> [How to complete this task]: Would you print the data below exactly, leaving out every picture?
Segment Open
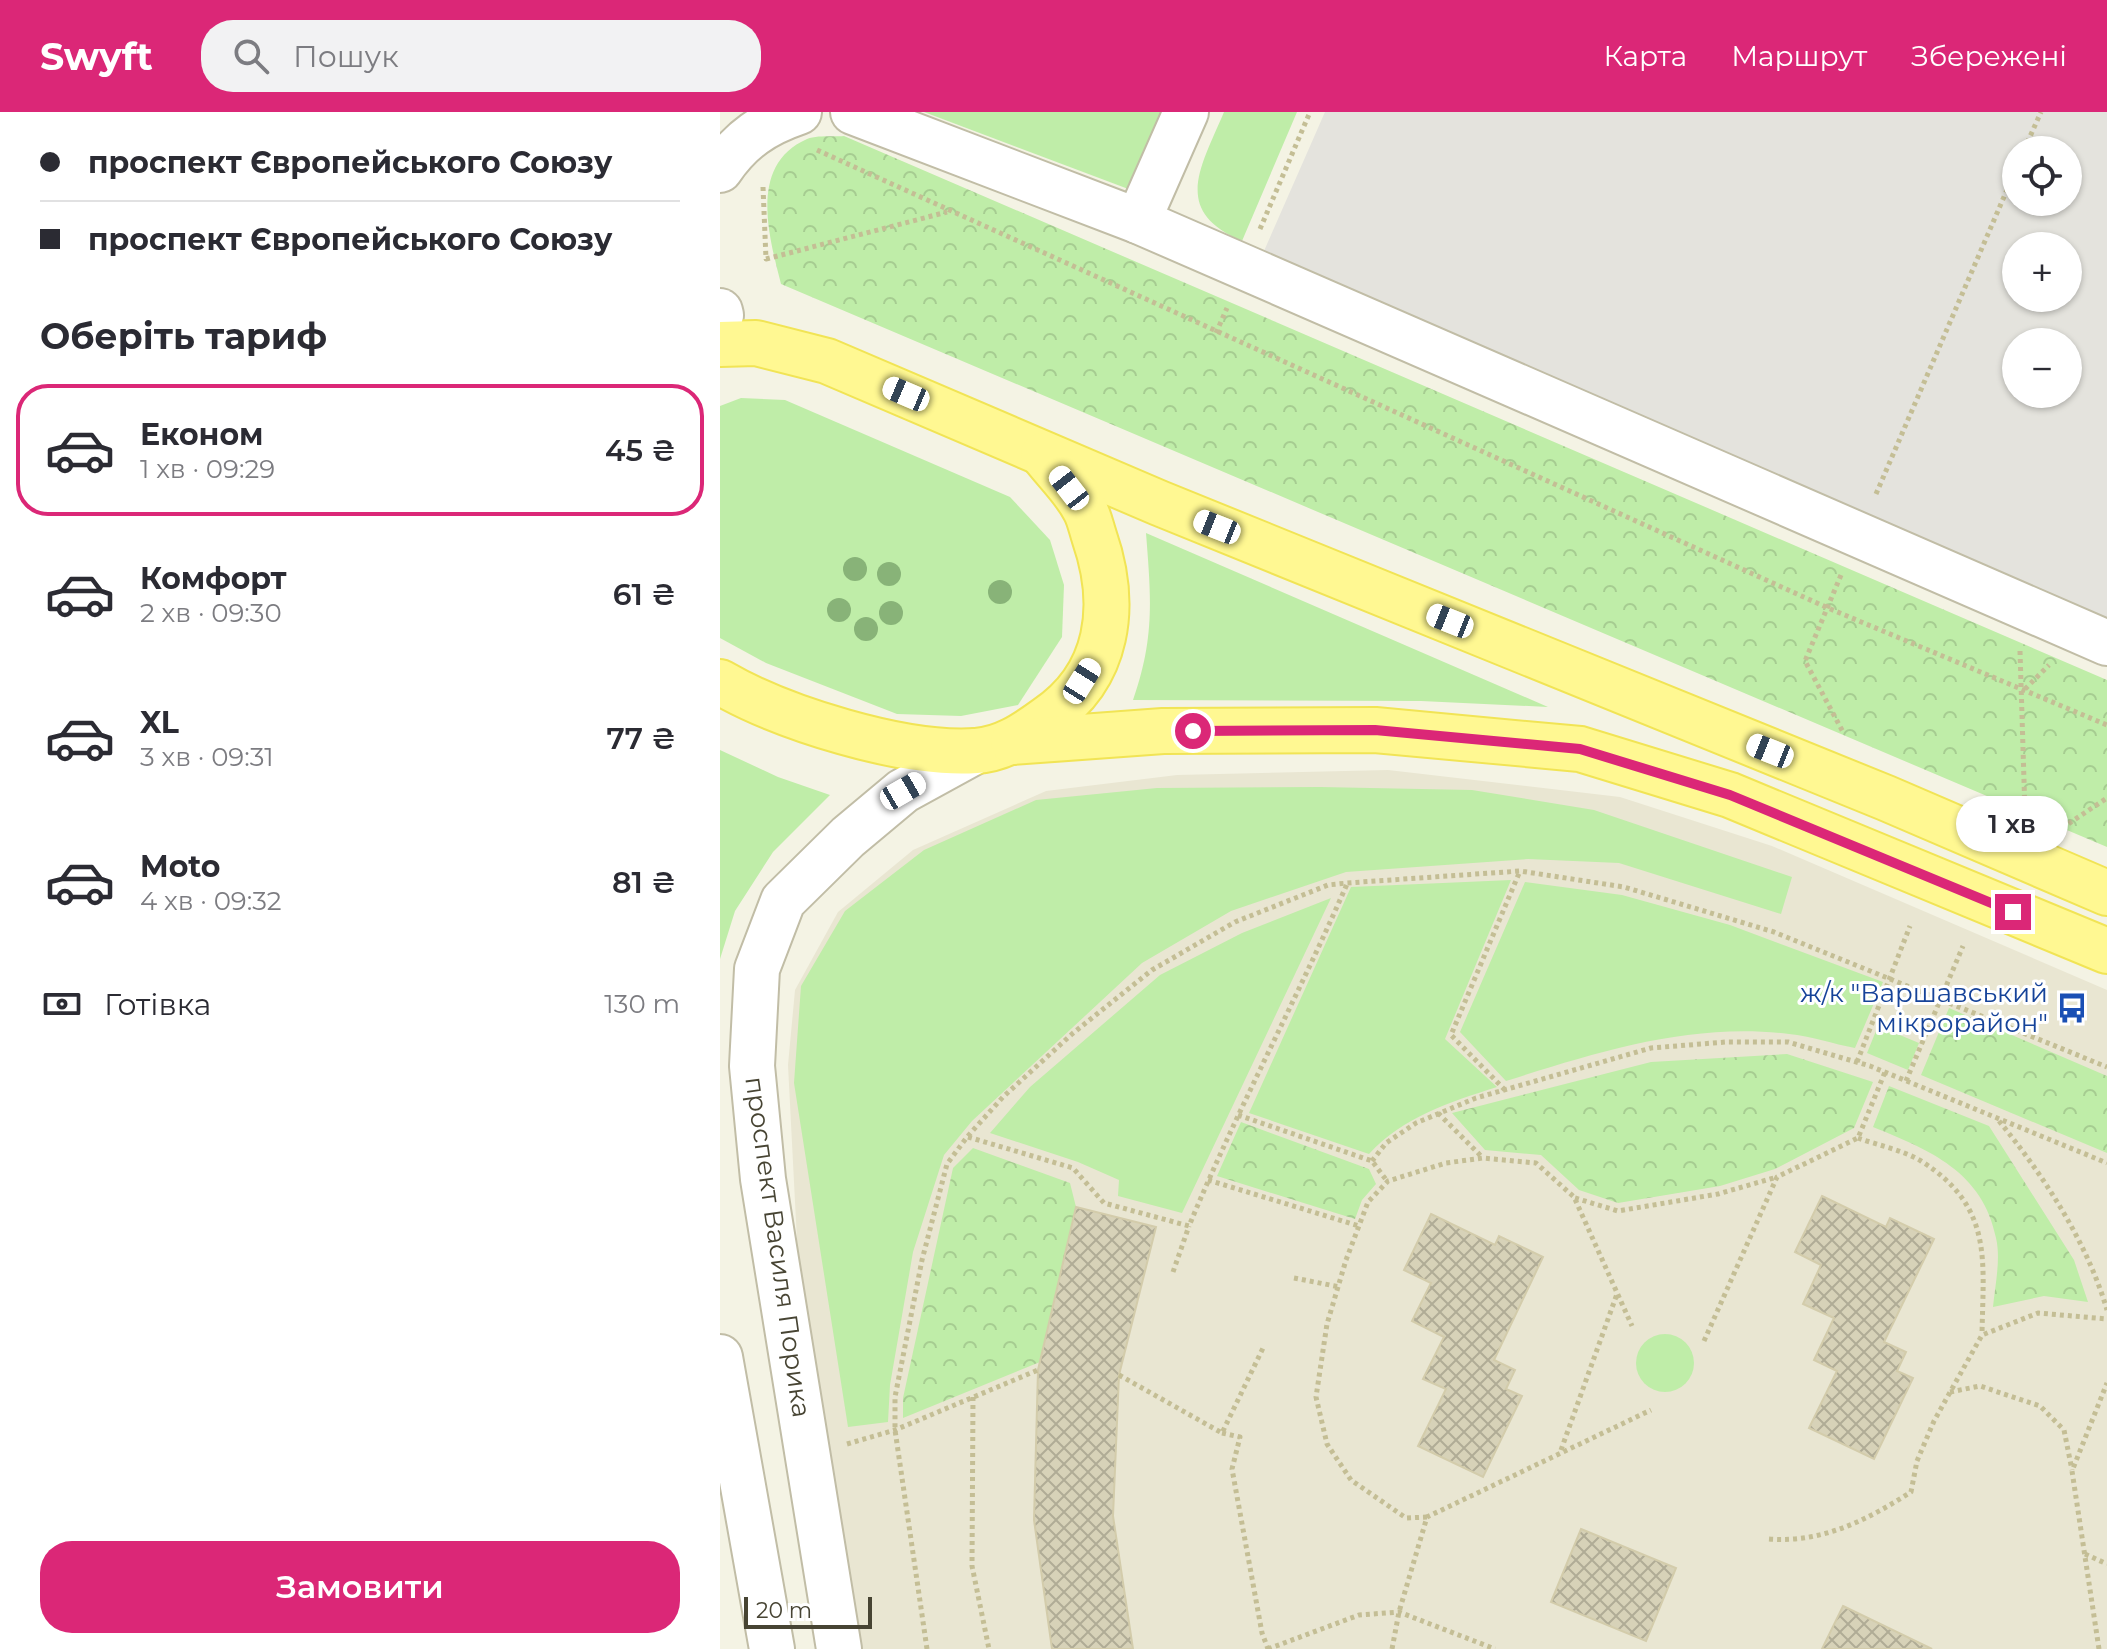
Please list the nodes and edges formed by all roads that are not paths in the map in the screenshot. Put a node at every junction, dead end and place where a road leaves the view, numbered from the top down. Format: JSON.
{"nodes":[{"id":1,"x":853,"y":112,"type":"edge"},
{"id":2,"x":1186,"y":112,"type":"edge"},
{"id":3,"x":804,"y":129,"type":"edge"},
{"id":4,"x":720,"y":170,"type":"edge"},
{"id":5,"x":1138,"y":221,"type":"junction"},
{"id":6,"x":720,"y":314,"type":"edge"},
{"id":7,"x":720,"y":344,"type":"edge"},
{"id":8,"x":827,"y":361,"type":"junction"},
{"id":9,"x":1037,"y":448,"type":"junction"},
{"id":10,"x":2107,"y":643,"type":"edge"},
{"id":11,"x":720,"y":682,"type":"edge"},
{"id":12,"x":995,"y":747,"type":"junction"},
{"id":13,"x":2107,"y":893,"type":"edge"},
{"id":14,"x":2107,"y":951,"type":"edge"},
{"id":15,"x":720,"y":1357,"type":"edge"},
{"id":16,"x":772,"y":1649,"type":"edge"},
{"id":17,"x":839,"y":1649,"type":"edge"}],
"edges":[{"from":1,"to":5,"type":"street"},
{"from":2,"to":5,"type":"street"},
{"from":3,"to":4,"type":"street"},
{"from":5,"to":10,"type":"street"},
{"from":6,"to":8,"type":"main road"},
{"from":7,"to":8,"type":"main road"},
{"from":8,"to":9,"type":"main road"},
{"from":9,"to":12,"type":"main road"},
{"from":9,"to":13,"type":"main road"},
{"from":11,"to":12,"type":"main road"},
{"from":12,"to":14,"type":"main road"},
{"from":12,"to":17,"type":"street","name":"проспект Василя Порика"},
{"from":15,"to":16,"type":"street"}]}
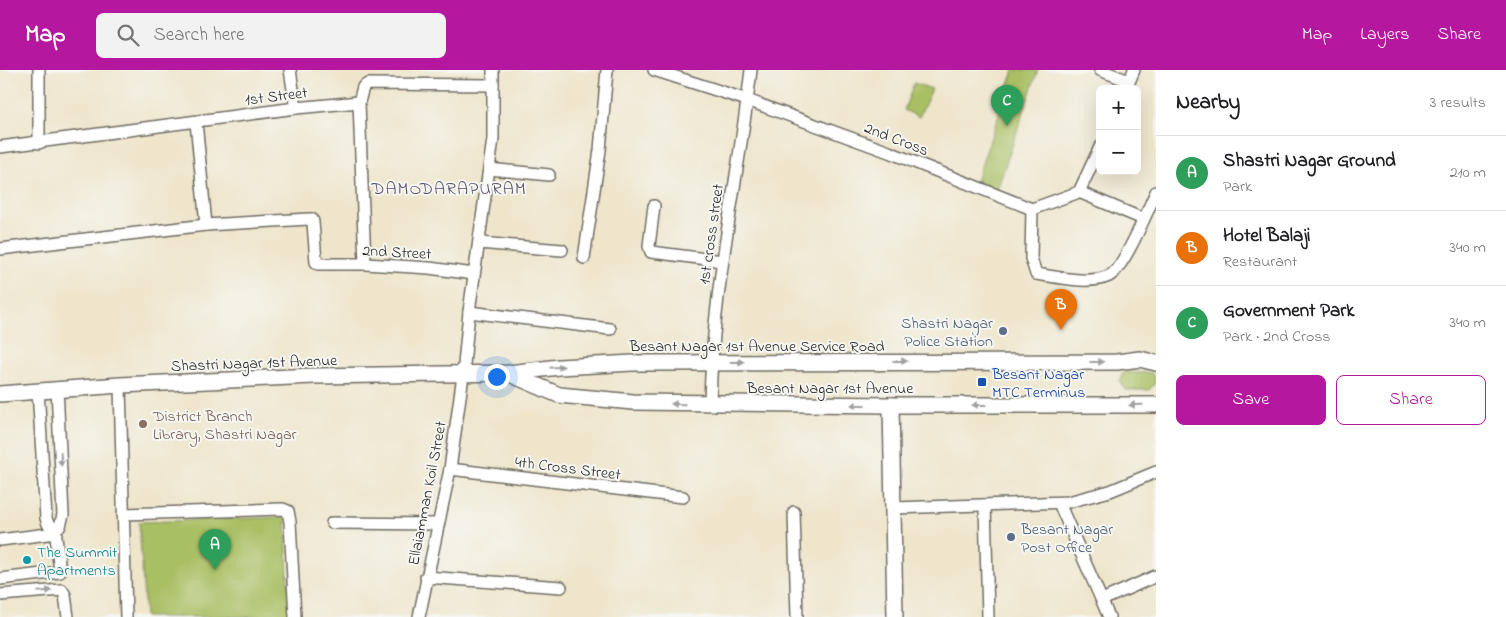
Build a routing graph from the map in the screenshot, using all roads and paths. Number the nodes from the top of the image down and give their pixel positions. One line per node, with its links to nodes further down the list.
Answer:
1 (39, 70): 15 (street)
2 (290, 70): 13 (street)
3 (493, 70): 9 (street, Ellaiamman Koil Street)
4 (607, 70): 29 (street)
5 (654, 70): 11 (street, 2nd Cross)
6 (751, 70): 11 (street, 1st cross street)
7 (1100, 70): 10 (street)
8 (1134, 70): 10 (street)
9 (493, 85): 12 (street); 18 (street, Ellaiamman Koil Street)
10 (1128, 85)
11 (747, 100): 23 (street, 2nd Cross); 30 (street, 1st cross street)
12 (359, 102): 13 (street, 1st Street); 31 (street)
13 (296, 108): 14 (street, 1st Street)
14 (196, 122): 15 (street, 1st Street); 25 (street)
15 (39, 142): 16 (street, 1st Street)
16 (0, 147)
17 (1096, 156): 20 (street)
18 (489, 169): 19 (street); 26 (street, Ellaiamman Koil Street)
19 (549, 175)
20 (1079, 192): 23 (street); 24 (street)
21 (1156, 192): 24 (street)
22 (654, 206): 30 (street)
23 (1032, 209): 24 (street)
24 (1143, 219)
25 (206, 225): 27 (street); 31 (street, 2nd Street)
26 (478, 243): 28 (street); 32 (street, Ellaiamman Koil Street)
27 (0, 249)
28 (562, 250)
29 (584, 258)
30 (722, 261): 35 (street, 1st cross street)
31 (365, 264): 32 (street, 2nd Street)
32 (474, 274): 33 (street, Ellaiamman Koil Street)
33 (469, 312): 34 (street); 38 (street, Ellaiamman Koil Street)
34 (610, 329)
35 (710, 361): 36 (street, Besant Nagar 1st Avenue Service Road, one-way to 36); 37 (street, Besant Nagar 1st Avenue Service Road, one-way to 35); 43 (street, 1st cross street)
36 (1156, 363)
37 (509, 373): 38 (street, Shastri Nagar 1st Avenue); 43 (street, Besant Nagar 1st Avenue, one-way to 37)
38 (463, 375): 39 (street, Shastri Nagar 1st Avenue); 46 (street, Ellaiamman Koil Street)
39 (120, 384): 40 (street, Shastri Nagar 1st Avenue); 53 (street)
40 (57, 388): 41 (street, Shastri Nagar 1st Avenue); 56 (street, one-way to 56)
41 (38, 390): 42 (street, Shastri Nagar 1st Avenue); 56 (street)
42 (0, 394)
43 (710, 404): 44 (street, Besant Nagar 1st Avenue, one-way to 43)
44 (891, 405): 45 (street, Besant Nagar 1st Avenue, one-way to 44); 51 (street)
45 (1156, 405)
46 (450, 469): 48 (street, 4th Cross Street); 55 (street, Ellaiamman Koil Street)
47 (1156, 472): 49 (street)
48 (683, 496)
49 (1059, 503): 50 (street); 63 (street)
50 (985, 505): 51 (street); 70 (street)
51 (894, 508): 69 (street)
52 (794, 512): 68 (street)
53 (123, 514): 65 (street); 66 (street)
54 (332, 523): 55 (street)
55 (438, 524): 59 (street, Ellaiamman Koil Street)
56 (55, 530): 57 (street); 60 (street)
57 (0, 540)
58 (1156, 576): 63 (street)
59 (426, 577): 61 (street); 67 (street, Ellaiamman Koil Street)
60 (0, 579)
61 (561, 587)
62 (0, 595): 64 (street, one-way to 64)
63 (1102, 600): 71 (street)
64 (68, 617)
65 (126, 617)
66 (295, 617)
67 (419, 617)
68 (797, 617)
69 (895, 617)
70 (988, 617)
71 (1109, 617)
Segment Closed
> [Answer area]:
Please list the nodes and edges formed by all roads that are not paths in the map in the screenshot. Put a node at every junction, dead end and place where a road leaves the view, numbered from the top down. Format: JSON.
{"nodes":[{"id":1,"x":853,"y":112,"type":"edge"},
{"id":2,"x":1186,"y":112,"type":"edge"},
{"id":3,"x":804,"y":129,"type":"edge"},
{"id":4,"x":720,"y":170,"type":"edge"},
{"id":5,"x":1138,"y":221,"type":"junction"},
{"id":6,"x":720,"y":314,"type":"edge"},
{"id":7,"x":720,"y":344,"type":"edge"},
{"id":8,"x":827,"y":361,"type":"junction"},
{"id":9,"x":1037,"y":448,"type":"junction"},
{"id":10,"x":2107,"y":643,"type":"edge"},
{"id":11,"x":720,"y":682,"type":"edge"},
{"id":12,"x":995,"y":747,"type":"junction"},
{"id":13,"x":2107,"y":893,"type":"edge"},
{"id":14,"x":2107,"y":951,"type":"edge"},
{"id":15,"x":720,"y":1357,"type":"edge"},
{"id":16,"x":772,"y":1649,"type":"edge"},
{"id":17,"x":839,"y":1649,"type":"edge"}],
"edges":[{"from":1,"to":5,"type":"street"},
{"from":2,"to":5,"type":"street"},
{"from":3,"to":4,"type":"street"},
{"from":5,"to":10,"type":"street"},
{"from":6,"to":8,"type":"main road"},
{"from":7,"to":8,"type":"main road"},
{"from":8,"to":9,"type":"main road"},
{"from":9,"to":12,"type":"main road"},
{"from":9,"to":13,"type":"main road"},
{"from":11,"to":12,"type":"main road"},
{"from":12,"to":14,"type":"main road"},
{"from":12,"to":17,"type":"street","name":"проспект Василя Порика"},
{"from":15,"to":16,"type":"street"}]}
Build a routing graph from the map in the screenshot, using all roads and paths. Number the nodes from the top of the image down and give their pixel positions. One line per node, with its links to nodes further down the list.
Answer:
1 (39, 70): 15 (street)
2 (290, 70): 13 (street)
3 (493, 70): 9 (street, Ellaiamman Koil Street)
4 (607, 70): 29 (street)
5 (654, 70): 11 (street, 2nd Cross)
6 (751, 70): 11 (street, 1st cross street)
7 (1100, 70): 10 (street)
8 (1134, 70): 10 (street)
9 (493, 85): 12 (street); 18 (street, Ellaiamman Koil Street)
10 (1128, 85)
11 (747, 100): 23 (street, 2nd Cross); 30 (street, 1st cross street)
12 (359, 102): 13 (street, 1st Street); 31 (street)
13 (296, 108): 14 (street, 1st Street)
14 (196, 122): 15 (street, 1st Street); 25 (street)
15 (39, 142): 16 (street, 1st Street)
16 (0, 147)
17 (1096, 156): 20 (street)
18 (489, 169): 19 (street); 26 (street, Ellaiamman Koil Street)
19 (549, 175)
20 (1079, 192): 23 (street); 24 (street)
21 (1156, 192): 24 (street)
22 (654, 206): 30 (street)
23 (1032, 209): 24 (street)
24 (1143, 219)
25 (206, 225): 27 (street); 31 (street, 2nd Street)
26 (478, 243): 28 (street); 32 (street, Ellaiamman Koil Street)
27 (0, 249)
28 (562, 250)
29 (584, 258)
30 (722, 261): 35 (street, 1st cross street)
31 (365, 264): 32 (street, 2nd Street)
32 (474, 274): 33 (street, Ellaiamman Koil Street)
33 (469, 312): 34 (street); 38 (street, Ellaiamman Koil Street)
34 (610, 329)
35 (710, 361): 36 (street, Besant Nagar 1st Avenue Service Road, one-way to 36); 37 (street, Besant Nagar 1st Avenue Service Road, one-way to 35); 43 (street, 1st cross street)
36 (1156, 363)
37 (509, 373): 38 (street, Shastri Nagar 1st Avenue); 43 (street, Besant Nagar 1st Avenue, one-way to 37)
38 (463, 375): 39 (street, Shastri Nagar 1st Avenue); 46 (street, Ellaiamman Koil Street)
39 (120, 384): 40 (street, Shastri Nagar 1st Avenue); 53 (street)
40 (57, 388): 41 (street, Shastri Nagar 1st Avenue); 56 (street, one-way to 56)
41 (38, 390): 42 (street, Shastri Nagar 1st Avenue); 56 (street)
42 (0, 394)
43 (710, 404): 44 (street, Besant Nagar 1st Avenue, one-way to 43)
44 (891, 405): 45 (street, Besant Nagar 1st Avenue, one-way to 44); 51 (street)
45 (1156, 405)
46 (450, 469): 48 (street, 4th Cross Street); 55 (street, Ellaiamman Koil Street)
47 (1156, 472): 49 (street)
48 (683, 496)
49 (1059, 503): 50 (street); 63 (street)
50 (985, 505): 51 (street); 70 (street)
51 (894, 508): 69 (street)
52 (794, 512): 68 (street)
53 (123, 514): 65 (street); 66 (street)
54 (332, 523): 55 (street)
55 (438, 524): 59 (street, Ellaiamman Koil Street)
56 (55, 530): 57 (street); 60 (street)
57 (0, 540)
58 (1156, 576): 63 (street)
59 (426, 577): 61 (street); 67 (street, Ellaiamman Koil Street)
60 (0, 579)
61 (561, 587)
62 (0, 595): 64 (street, one-way to 64)
63 (1102, 600): 71 (street)
64 (68, 617)
65 (126, 617)
66 (295, 617)
67 (419, 617)
68 (797, 617)
69 (895, 617)
70 (988, 617)
71 (1109, 617)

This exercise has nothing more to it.